Determined to make it a reality, she put together a 22-slide PowerPoint Presentation, which took her two-and-a-half weeks. Her goal: To convince her dad that she should be a “puppy raiser.” (See attached copy.) He was impressed with her creativity and due diligence. However, this would be a major commitment for the family. So he said that he would have to think on it.

Four days later, he told Hannah that the jury had made their final decision. Was she ready for it? Her hopes hit rock bottom, when she saw his deadpanned expression. Then he announced his verdict, “I know you will have many obstacles ahead of you. But I won’t be one of them. You have my approval to send in your application to be a foster mother for a potential “dog of service.”

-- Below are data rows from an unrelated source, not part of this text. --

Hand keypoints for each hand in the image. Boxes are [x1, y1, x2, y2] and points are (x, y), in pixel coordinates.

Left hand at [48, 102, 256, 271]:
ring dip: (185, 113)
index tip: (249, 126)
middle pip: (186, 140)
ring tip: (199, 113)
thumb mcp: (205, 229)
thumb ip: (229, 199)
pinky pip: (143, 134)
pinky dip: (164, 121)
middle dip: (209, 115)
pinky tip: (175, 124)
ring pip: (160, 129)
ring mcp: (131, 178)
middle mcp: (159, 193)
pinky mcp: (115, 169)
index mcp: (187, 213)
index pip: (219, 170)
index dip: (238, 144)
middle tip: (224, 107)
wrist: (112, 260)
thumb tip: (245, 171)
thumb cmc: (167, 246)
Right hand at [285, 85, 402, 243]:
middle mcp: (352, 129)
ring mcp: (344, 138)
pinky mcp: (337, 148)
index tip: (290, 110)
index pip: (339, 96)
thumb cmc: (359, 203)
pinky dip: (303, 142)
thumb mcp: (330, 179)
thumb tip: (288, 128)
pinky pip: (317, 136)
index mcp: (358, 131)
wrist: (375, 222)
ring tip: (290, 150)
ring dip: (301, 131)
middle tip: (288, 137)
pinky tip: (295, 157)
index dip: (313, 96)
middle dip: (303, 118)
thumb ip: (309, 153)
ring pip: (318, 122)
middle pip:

Hannah’s Power Point Presentation


  1. Dot DeYoung says:

    Love it! The Power Point presentation is sooo Hannah! (And your article is great, too!) We sure have wonderful grandkids, don’t we?

  2. Richard E. Kelly says:

    Dot, we are indeed blessed. All the granddaughters are oh so different, but I wouldn’t trade a one of them. They are the best! And yes, the PP Presentation is totally vintage Hannah. Love that young “where there’s a will, I will find a way” young lady.
    I plan on making this story ongoing. The next two posts will include info related to the puppy raiser group and more. Then, I hope that I can share with readers her experiences as a “puppy raiser”

  3. Reg says:

    Hannah, apart from being as we say ‘drop-dead gorgeous’ you are a fairly wonderful person. Raising a Guide dog to improve the lot of someone else takes a lot of time and heart.
    I guess by now march 2012 the dog is well on its way in its service life.
    whatever accolades you receive for doing this are well deserved.
    What a pleasure to have come across your story as i wandered the (web) world.
    Good health and good seasons to you and yours.
    Me? Im a granded in West Australia and an ex ‘aged-care’- worker. Itoo have a lovely daughter and grandkids and she has done me proud in what she has achieved in her life. I know how your mum n dad must feel.. well done!

  4. Lainie says:

    Loved the PowerPoint! A friend’s daughter was a puppy raiser as a teenager, and it turned out to be a great experience for the whole family (including her father, who like Hannah’s wasn’t exactly enthusiastic about the idea to begin with).